Commnr. Of Customs(Import) vs M/S. Konkan Synthetic Fibres on 29 February 2012

Supreme Court of India
Commnr. Of Customs(Import) vs M/S. Konkan Synthetic Fibres on 29 February, 2012
Equivalent citations: 2012 AIR SCW 2154, 2012 (6) SCC 339, 2012 (3) AIR BOM R 728, (2012) 3 SCALE 367, (2012) 4 ALLMR 436 (SC), (2013) 1 BOM CR 463
Bench: Anil R. Dave, H.L. Dattu






1. This Civil Appeal is directed against the judgment and order passed by the Customs, Excise and Service Tax Appellate Tribunal (for short ‘CESTAT’), Mumbai in Appeal No.C/43/02- Mumbai, dated 04.09.2003. By the impugned judgment and order, the CESTAT has granted relief to the assessee by giving a liberal interpretation to the beneficial Notification No.17/01-Cus dated 1.3.2001, as amended by Notification No.44/01-Cus, dated 26.4.2001.

2. The assessee is an importer. It has imported one unit of equipment which was declared as “Kari Mayer High Speed Draw Warping Machine with 1536 ends along with essential spares”.

On such importation, it had presented the Bill of Entry No.207814 dated 25.9.2001 before the Customs authorities, inter alia, seeking clearance of the same by extending the benefit of the Notification No.17/01-Cus dated 1.3.2001, as amended by Notification No.44/01- Cus, dated 26.04.2001. The Customs authorities had refused to accept the request of the assessee and accordingly, had directed the assessee to pay the duty under the provisions of the Customs Act, 1962 (“the Act” for short). Therefore, the assessee was constrained to pay the duty in order to clear the goods. The said payment was made under protest so that it could carry the matter further in appeal before the First Appellate Authority.

3. In the appeal filed, the First Appellate Authority has confirmed the view of the Customs authority. Dissatisfied with the order so passed, the assessee had carried the matter in appeal before the CESTAT and the CESTAT has granted relief to the assessee.

4. The Revenue, being aggrieved by the same is, before us in this appeal.

5. We have heard Shri. V.Shekhar, learned senior counsel assisted by Smt. B.Sunita Rao for the Revenue and Shri. S.K.Bagaria, learned senior counsel for the assessee.
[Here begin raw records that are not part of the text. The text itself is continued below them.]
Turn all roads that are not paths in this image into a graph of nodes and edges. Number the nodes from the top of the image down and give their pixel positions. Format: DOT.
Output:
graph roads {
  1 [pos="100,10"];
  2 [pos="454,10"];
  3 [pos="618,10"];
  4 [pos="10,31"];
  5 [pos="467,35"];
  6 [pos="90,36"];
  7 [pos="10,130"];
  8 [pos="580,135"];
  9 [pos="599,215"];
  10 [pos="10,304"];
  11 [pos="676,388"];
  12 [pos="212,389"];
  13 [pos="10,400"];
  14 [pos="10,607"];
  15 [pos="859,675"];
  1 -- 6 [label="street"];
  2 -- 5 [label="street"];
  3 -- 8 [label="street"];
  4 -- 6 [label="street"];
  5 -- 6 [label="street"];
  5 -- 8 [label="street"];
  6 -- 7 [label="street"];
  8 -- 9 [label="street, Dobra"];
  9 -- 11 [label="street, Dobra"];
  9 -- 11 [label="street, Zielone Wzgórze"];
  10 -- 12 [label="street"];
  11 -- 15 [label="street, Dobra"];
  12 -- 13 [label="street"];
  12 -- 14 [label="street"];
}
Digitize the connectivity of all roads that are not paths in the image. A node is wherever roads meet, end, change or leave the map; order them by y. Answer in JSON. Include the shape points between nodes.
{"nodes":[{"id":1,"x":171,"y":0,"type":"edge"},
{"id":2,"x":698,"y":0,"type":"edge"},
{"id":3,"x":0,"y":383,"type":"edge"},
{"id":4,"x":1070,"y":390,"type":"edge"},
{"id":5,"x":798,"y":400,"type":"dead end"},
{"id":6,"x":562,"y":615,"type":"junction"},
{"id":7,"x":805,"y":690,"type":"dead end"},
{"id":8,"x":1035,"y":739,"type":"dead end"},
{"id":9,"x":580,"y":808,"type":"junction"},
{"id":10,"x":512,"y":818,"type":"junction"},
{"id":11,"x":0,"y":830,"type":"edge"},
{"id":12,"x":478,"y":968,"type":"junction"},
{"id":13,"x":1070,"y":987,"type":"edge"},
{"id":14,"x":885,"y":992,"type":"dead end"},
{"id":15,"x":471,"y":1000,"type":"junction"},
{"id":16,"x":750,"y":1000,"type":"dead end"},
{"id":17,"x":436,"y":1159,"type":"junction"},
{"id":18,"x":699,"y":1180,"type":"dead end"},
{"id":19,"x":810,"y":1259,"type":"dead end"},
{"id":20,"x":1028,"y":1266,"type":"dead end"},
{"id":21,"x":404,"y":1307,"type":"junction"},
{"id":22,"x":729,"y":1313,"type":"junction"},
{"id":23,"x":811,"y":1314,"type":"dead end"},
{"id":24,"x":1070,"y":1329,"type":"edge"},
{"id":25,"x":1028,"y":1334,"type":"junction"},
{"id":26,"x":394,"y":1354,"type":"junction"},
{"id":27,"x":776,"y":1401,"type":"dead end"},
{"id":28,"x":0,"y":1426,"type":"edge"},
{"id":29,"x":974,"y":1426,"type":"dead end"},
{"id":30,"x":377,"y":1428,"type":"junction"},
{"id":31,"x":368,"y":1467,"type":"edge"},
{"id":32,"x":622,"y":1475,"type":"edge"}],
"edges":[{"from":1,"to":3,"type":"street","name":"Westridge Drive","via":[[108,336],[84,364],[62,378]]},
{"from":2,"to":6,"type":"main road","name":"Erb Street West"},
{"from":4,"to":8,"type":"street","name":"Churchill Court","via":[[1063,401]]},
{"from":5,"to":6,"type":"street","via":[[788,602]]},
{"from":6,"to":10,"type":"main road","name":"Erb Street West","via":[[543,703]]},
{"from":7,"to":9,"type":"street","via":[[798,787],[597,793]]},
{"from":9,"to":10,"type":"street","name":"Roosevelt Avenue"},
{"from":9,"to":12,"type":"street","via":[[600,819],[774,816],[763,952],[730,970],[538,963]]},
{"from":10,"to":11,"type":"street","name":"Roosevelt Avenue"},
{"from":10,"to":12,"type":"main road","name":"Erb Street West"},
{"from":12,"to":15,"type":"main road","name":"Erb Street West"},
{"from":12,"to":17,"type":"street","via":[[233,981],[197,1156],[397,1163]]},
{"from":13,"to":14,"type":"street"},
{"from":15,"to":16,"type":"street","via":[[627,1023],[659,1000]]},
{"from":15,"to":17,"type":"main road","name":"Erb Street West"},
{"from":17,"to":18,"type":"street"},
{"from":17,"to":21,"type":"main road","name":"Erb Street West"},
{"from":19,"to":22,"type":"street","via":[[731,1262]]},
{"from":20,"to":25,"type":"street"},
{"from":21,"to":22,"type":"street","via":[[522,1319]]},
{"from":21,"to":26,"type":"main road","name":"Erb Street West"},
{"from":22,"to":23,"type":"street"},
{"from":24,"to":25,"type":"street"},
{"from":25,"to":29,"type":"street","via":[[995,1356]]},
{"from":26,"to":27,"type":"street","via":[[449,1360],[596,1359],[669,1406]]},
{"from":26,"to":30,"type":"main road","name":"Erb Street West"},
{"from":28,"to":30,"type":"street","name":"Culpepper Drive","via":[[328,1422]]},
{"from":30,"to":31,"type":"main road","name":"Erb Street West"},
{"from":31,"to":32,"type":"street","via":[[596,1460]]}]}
6. Shri. Shekhar, learned senior counsel for the Revenue, after bringing to our notice the Notification under which the assessee had claimed benefit for the imported goods, would submit, that, what was imported by the assessee was not in consonance with the exemption notification and, therefore, the authorities under the Act were justified in denying the benefit available under the notification to the assessee. The learned senior counsel further submits, what is imported by the assessee is High Speed Draw Warping Machine with yard tensioning without the pneumatic suction device but with a drawing machine. The learned counsel would submit, since what was imported is not in accordance with Entry 8 of the table appended to the Notification, the assessee is not entitled to the benefit of the exemption notification.

7. Per contra, Shri Bagaria, learned senior counsel would submit that the beneficial notification should be given a liberal construction and if it is done, then, what is imported by the assessee would fall within Entry 8 of the table appended to the exemption notification.

8. The Central Government, in exercise of its power under Section 25(1) of the Act, has issued an exemption notification in public interest, exempting certain articles notified under the table appended to the notification from payment of the duty under the Act.

Several items are enumerated under the table.

Entry 130 of the table speaks of drawing machine. Entry 8 of the notification speaks of the High Speed Warping Machine with yarn tensioning, pneumatic suction devices and accessories. A reading of the said entry would indicate that the said machine is a composite machine. The pneumatic suction devices are machines used for the purpose of sucking of vapour/gas, while the High speed warping machine is activated or warped. There is no dispute that the assessee has imported High speed warping machine but without pneumatic suction device, but with drawing unit. The textile commissioner, who is well conversant with these machines, has stated vide his letter dated 27.9.2001 that the goods imported by the assessee are covered under Entry-8 of the Table appended to the notification. He further stated vide his letter dated 24.10.2001 that drawing unit is just an essential accessory to the machines imported by assessee and, therefore, is covered under said Entry. The opinion so furnished is taken note of by the Tribunal while granting relief to the assessee.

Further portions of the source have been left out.